でも、捨てるのはもったいないからと食べてしまってから「食べ過ぎた!」と後悔してました。

「腹八分目に医者いらず」と言いますが、満腹にならなくてもそれはそれで満足できるのものです。

今はレシピに載っている材料の7~8割の材料で料理を作ってますが、もっと食べたいと思うことはありません。

 

 

週一断食のすすめ

テニス仲間の一人の年配の方が健康オタクのような人で、その人が数年前から「週一断食がいいからお前もヤレ」とさかんにすすめてました。

最初は一日何も食べられないのは耐えられないと見向きもしませんでしたが、芸能ニュースなどでも取り上げられるようになり調べてみました。

するといいことがいっぱい。

などたくさんの効果があることが分かり、さっそく実践しました。

 

週一断食の方法はいろいろあるようですが、私が行った方法は朝から晩まで何も口にしないというのではなく、お腹が空いたら野菜ジュースを飲むというもので、その日は筋トレは休みました。
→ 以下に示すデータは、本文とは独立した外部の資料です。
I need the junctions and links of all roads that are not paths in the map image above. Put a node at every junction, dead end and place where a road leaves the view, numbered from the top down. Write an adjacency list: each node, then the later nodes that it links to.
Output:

面倒くさがり屋なので野菜ジュースも自分で作るのではなく、スーパーなどで売っているペットボトルや紙パックに入ったものです。

 

 

週一断食をするときには前日の予備断食や翌日の回復断食をしましょうと言われていますが、面倒なのでそんなこともしませんでしたし、意識して水分を多く摂ることもしませんでした。
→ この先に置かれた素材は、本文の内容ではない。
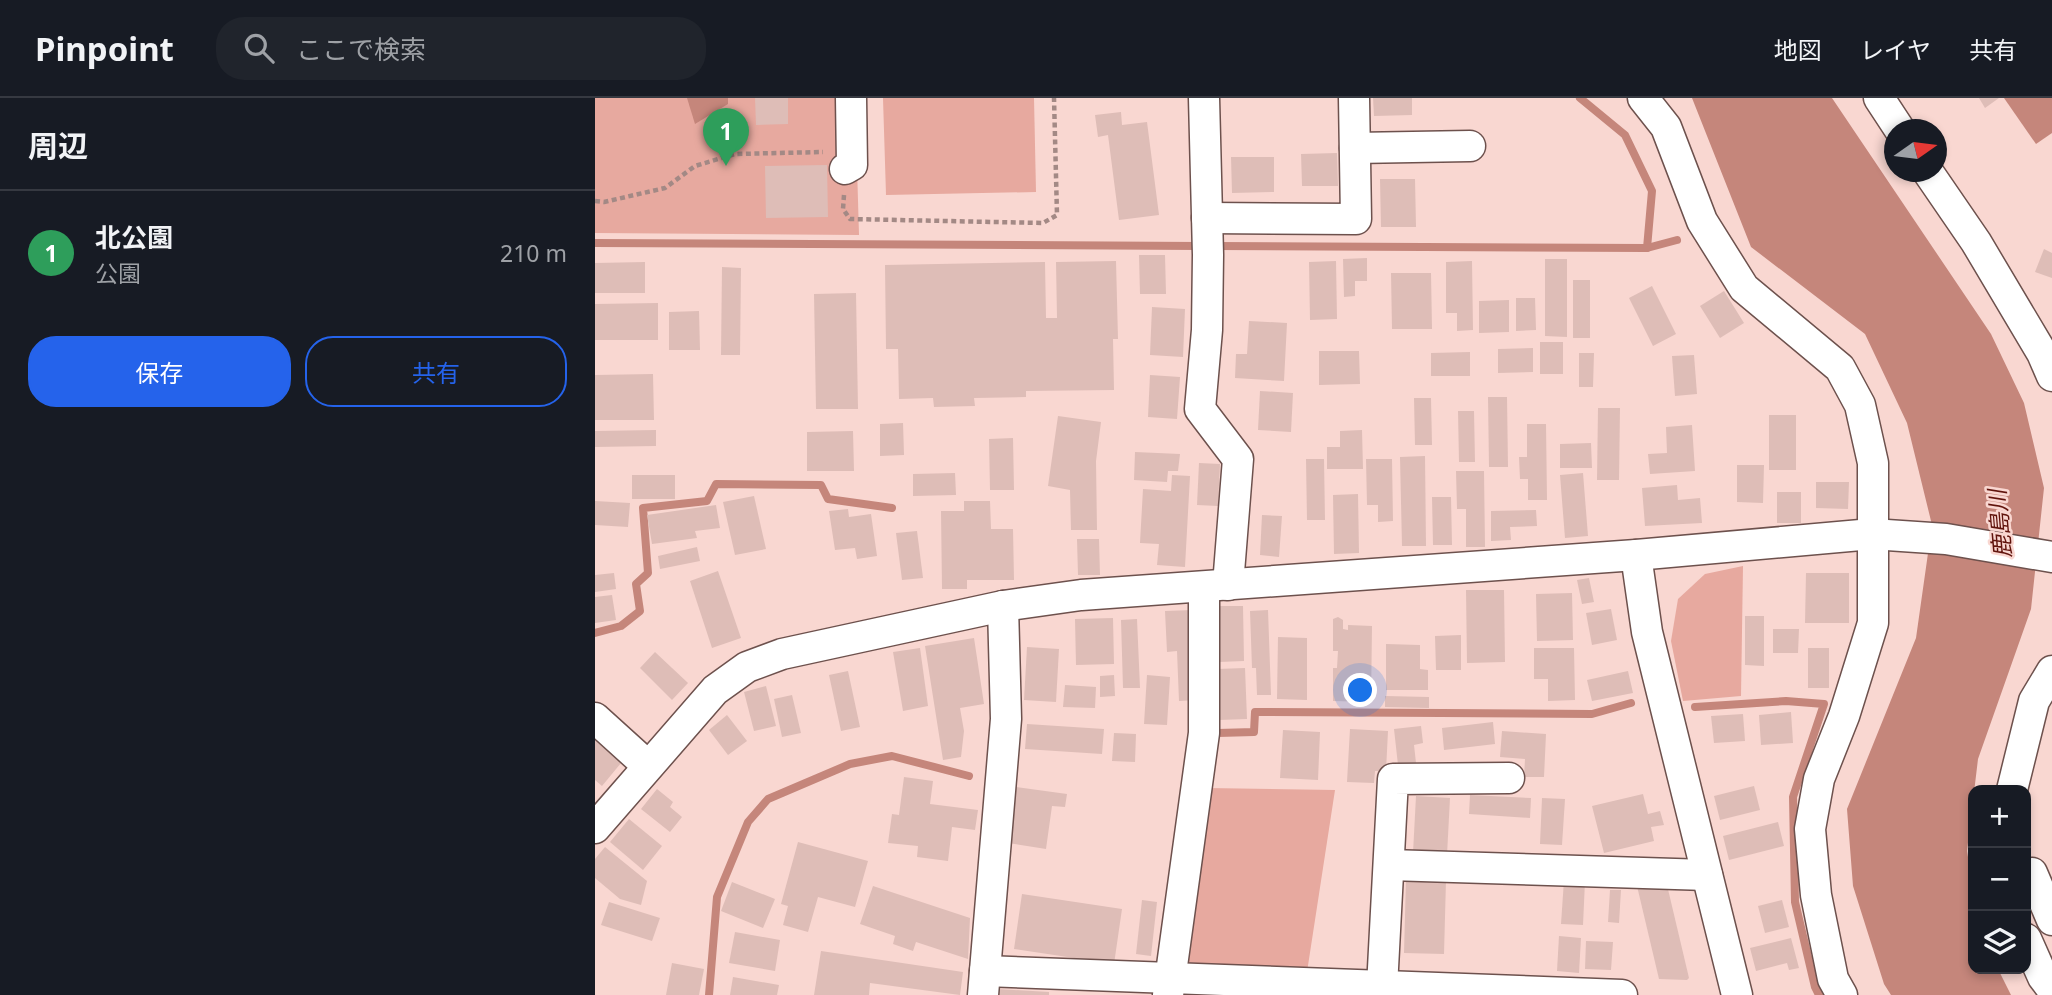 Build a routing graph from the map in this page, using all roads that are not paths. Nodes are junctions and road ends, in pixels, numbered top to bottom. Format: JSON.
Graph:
{"nodes":[{"id":1,"x":851,"y":98,"type":"edge"},
{"id":2,"x":1204,"y":98,"type":"edge"},
{"id":3,"x":1354,"y":98,"type":"edge"},
{"id":4,"x":1643,"y":98,"type":"edge"},
{"id":5,"x":1879,"y":98,"type":"edge"},
{"id":6,"x":1893,"y":119,"type":"edge"},
{"id":7,"x":1470,"y":146,"type":"dead end"},
{"id":8,"x":1355,"y":148,"type":"junction"},
{"id":9,"x":845,"y":169,"type":"dead end"},
{"id":10,"x":1936,"y":182,"type":"edge"},
{"id":11,"x":1207,"y":237,"type":"junction"},
{"id":12,"x":2052,"y":376,"type":"edge"},
{"id":13,"x":1872,"y":534,"type":"junction"},
{"id":14,"x":1636,"y":555,"type":"junction"},
{"id":15,"x":2052,"y":557,"type":"edge"},
{"id":16,"x":1216,"y":586,"type":"junction"},
{"id":17,"x":1003,"y":606,"type":"junction"},
{"id":18,"x":2052,"y":671,"type":"edge"},
{"id":19,"x":595,"y":718,"type":"edge"},
{"id":20,"x":648,"y":766,"type":"junction"},
{"id":21,"x":1509,"y":778,"type":"dead end"},
{"id":22,"x":2013,"y":785,"type":"edge"},
{"id":23,"x":595,"y":828,"type":"edge"},
{"id":24,"x":1389,"y":864,"type":"junction"},
{"id":25,"x":2032,"y":873,"type":"dead end"},
{"id":26,"x":1707,"y":875,"type":"junction"},
{"id":27,"x":2052,"y":920,"type":"edge"},
{"id":28,"x":2031,"y":950,"type":"edge"},
{"id":29,"x":984,"y":983,"type":"edge"},
{"id":30,"x":1169,"y":987,"type":"edge"},
{"id":31,"x":1382,"y":987,"type":"junction"},
{"id":32,"x":2052,"y":989,"type":"edge"},
{"id":33,"x":1622,"y":995,"type":"edge"},
{"id":34,"x":1737,"y":995,"type":"edge"},
{"id":35,"x":1842,"y":995,"type":"edge"}],
"edges":[{"from":1,"to":9,"type":"street"},
{"from":2,"to":11,"type":"street"},
{"from":3,"to":8,"type":"street"},
{"from":4,"to":13,"type":"street"},
{"from":5,"to":6,"type":"street"},
{"from":7,"to":8,"type":"street"},
{"from":8,"to":11,"type":"street"},
{"from":10,"to":12,"type":"street"},
{"from":11,"to":16,"type":"street"},
{"from":13,"to":14,"type":"street"},
{"from":13,"to":15,"type":"street"},
{"from":13,"to":35,"type":"street"},
{"from":14,"to":16,"type":"street"},
{"from":14,"to":26,"type":"street"},
{"from":16,"to":17,"type":"street"},
{"from":16,"to":30,"type":"street"},
{"from":17,"to":20,"type":"street"},
{"from":17,"to":29,"type":"street"},
{"from":18,"to":22,"type":"street"},
{"from":19,"to":20,"type":"street"},
{"from":20,"to":23,"type":"street"},
{"from":21,"to":24,"type":"street"},
{"from":24,"to":26,"type":"street"},
{"from":24,"to":31,"type":"street"},
{"from":25,"to":27,"type":"street"},
{"from":26,"to":34,"type":"street"},
{"from":28,"to":32,"type":"street"},
{"from":29,"to":30,"type":"street"},
{"from":30,"to":31,"type":"street"},
{"from":31,"to":33,"type":"street"}]}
ネットで調べた週一断食の方法とは少し違いますが、効果はあったと思っていて、それは集中力が上がり、翌日の食事が今までより美味しく感じて少しの食事の量で満腹感があったからです。

少食で済むようになったんですね。

週一断食だけのせいではないとは思いますが、体重も減りました。

思っていたほど大変ではないので、試してみる価値はあると思いますよ。

 

少食に移行するときの注意点

少食になるということは、それまで食べていたものから何かを減らすということで、問題は何を減らすかということですね。
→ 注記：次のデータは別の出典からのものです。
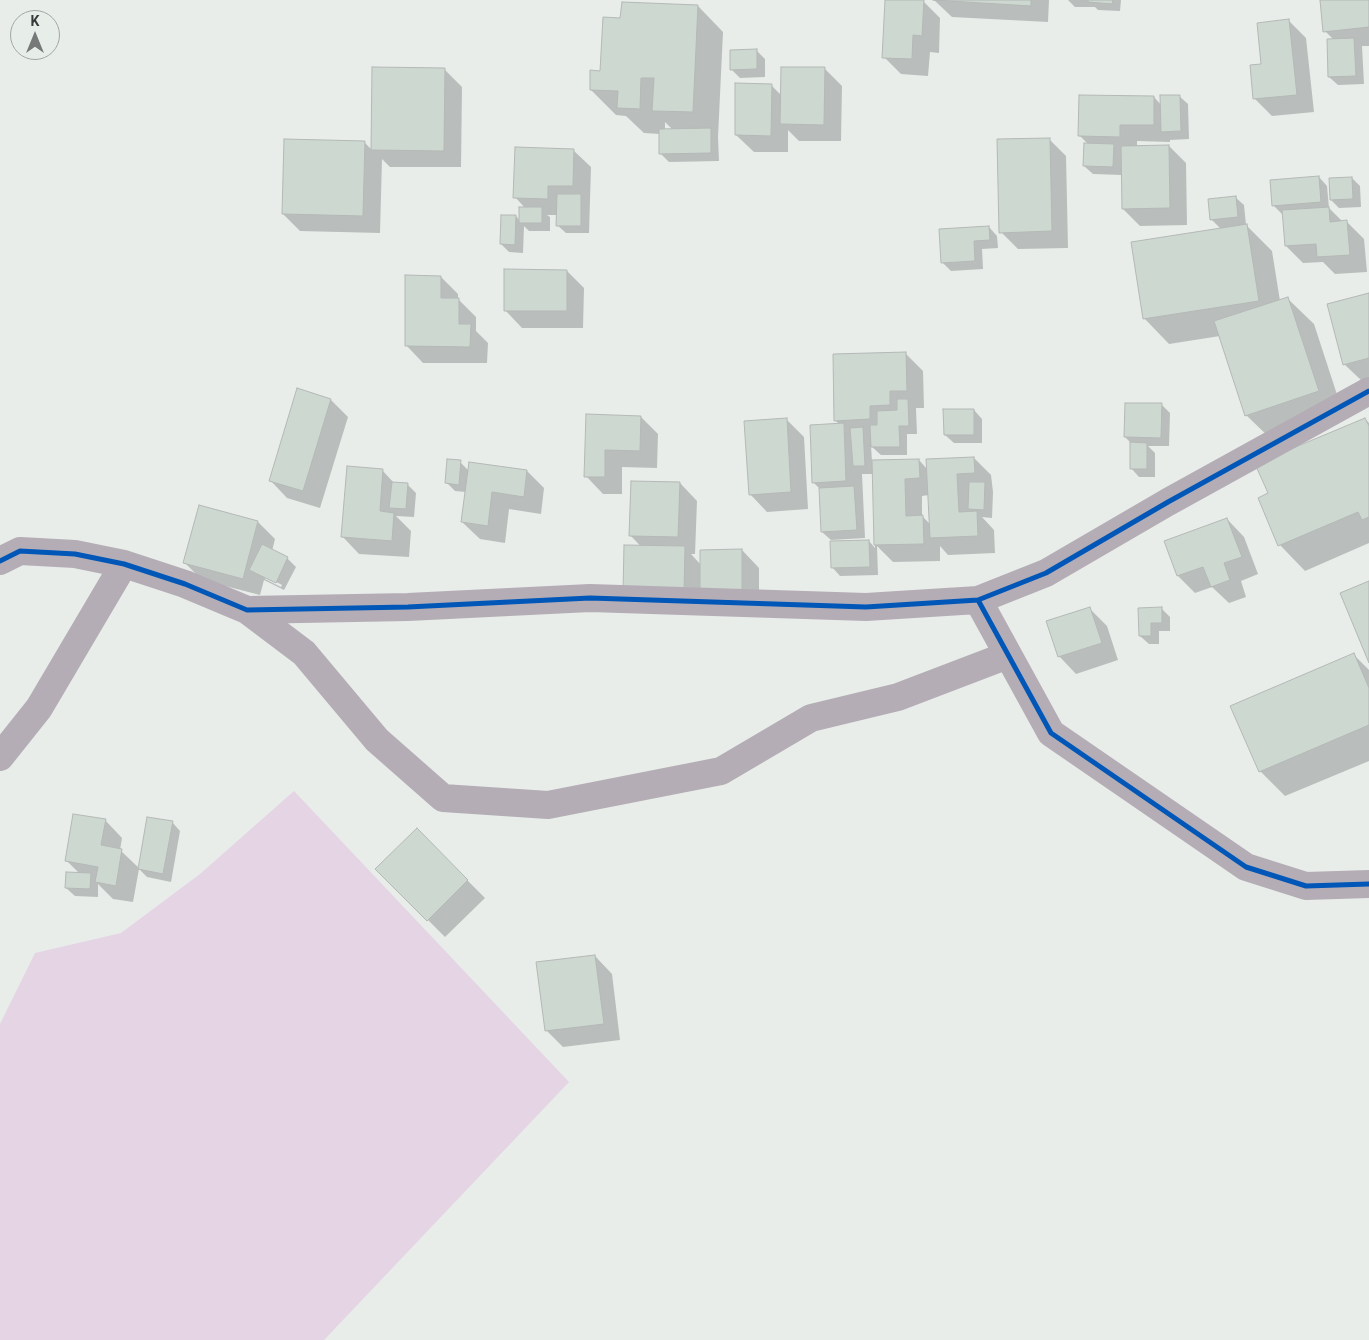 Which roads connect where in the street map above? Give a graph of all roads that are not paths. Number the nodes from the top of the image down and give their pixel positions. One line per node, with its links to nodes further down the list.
1 (1369, 391): 4 (street)
2 (0, 561): 3 (street)
3 (124, 564): 5 (street); 7 (street)
4 (978, 600): 5 (street); 6 (street)
5 (247, 610): 6 (street)
6 (1008, 655): 8 (street)
7 (0, 757)
8 (1369, 884) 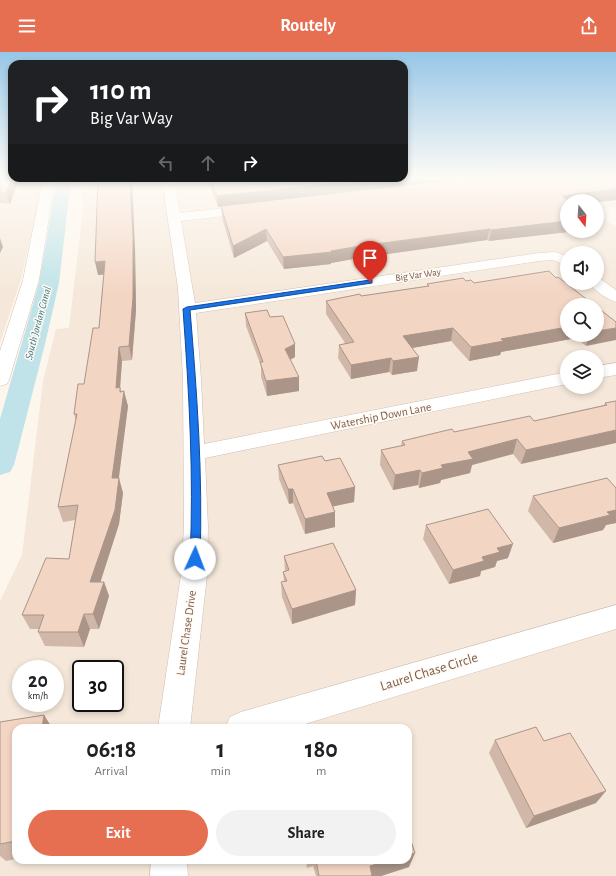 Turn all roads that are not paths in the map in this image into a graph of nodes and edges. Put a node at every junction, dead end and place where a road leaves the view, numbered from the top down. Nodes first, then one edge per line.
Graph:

減らすと言えば、ここ数年人気があるのが炭水化物抜きダイエットなんですが、注意しなければいけないことがあります。

 

炭水化物抜きダイエットの注意点

炭水化物抜きダイエットは確かに効果のあるダイエット法なんですが、タンパク質、脂質とともに三大栄養素に数えられている炭水化物を摂らなくても大丈夫なんでしょうか?

結論から言うと、極端な炭水化物ダイエットは避けたほうがいいです。

これからその理由を説明します。

 

◆脳に良くない

炭水化物は糖質と繊維質で出来ています。

そしてこの糖質こそが太るもとと目の敵にされていますが、糖質は体内で分解されて脳の唯一のエネルギー源となるブドウ糖に変わります。

すると脳が正常に働かなくなり、集中力が落ちたりイライラするようになります。

 

◆筋肉が落ちる

炭水化物はを抜くことで少なくなったブドウ糖を何とか合成しようとして、人体は筋肉を分解してブドウ糖を合成しようとします。

筋肉が落ちると基礎代謝が減り痩せにくくなるのはご存知と思いますが、最初は炭水化物を抜いて脂肪が減ってもすぐに基礎代謝量の減少という反発が起こり、リバウンドの元となります。

 

◆リバウンドしやすい

筋肉が落ちること以外にも糖質不足のイライラから過食に走り、リバウンドしやすくなり長期的には続かないという研究報告もあります。

 

要するに、食べるものを減らすにはすべての栄養素をバランス良く食べられるように減らすことが大切なんです。

 

週一断食の注意点

私は断食を終えた翌日も普通通りの食事をしても何ともありませんでした。

もっとも朝食はいつも豆乳とバナナだけなので、胃腸の負担はそんなにないと思います。

でも、人によっては水分を多量に飲んだり、空っぽのお腹にたくさん食べ物を詰め込んだりして下痢になってしまう人もいるようです。

やはり最初は準備期間と回復期間を設け、前日の夕食と翌日の朝食は軽めにして様子を見るようにしたほうがいいと思います。

もちろん脂っこいものは控えたほうがいいでしょう。

 

まとめ

 

少食になる方法

  • 野菜を多めに最初に食べる
  • よく噛まなければいけないものを食べる
  • 作る食事の量を減らす

少食にするときの注意点

  • 炭水化物抜きは危険
  • 週一断食は準備期間・回復期間を設けて様子を見る

 

筋トレで筋肉はついたもののなかなか脂肪が落ちなかった私は、この方法を実践して1ヶ月で体重が2キロ(64キロ→62キロ)、ウエスト(おへそ周り)が2センチ(80センチ→78センチ)減り、おかげでジーンズも元のように穿くことができるようになりました。

「食べられるときにたくさん食べてエネルギーを脂肪として蓄える」というのは動物の本能のようなものなんですが、今の日本ではそんなことは必要ないですね。

むしろ多すぎる脂肪は健康に悪影響を与えます。

「食べ過ぎているなぁ」と感じているなら、少食になることにチャレンジしてみませんか?

きっと心身ともにいい影響があると思いますよ。

 

 

最後まで読んでいただき、ありがとうございました。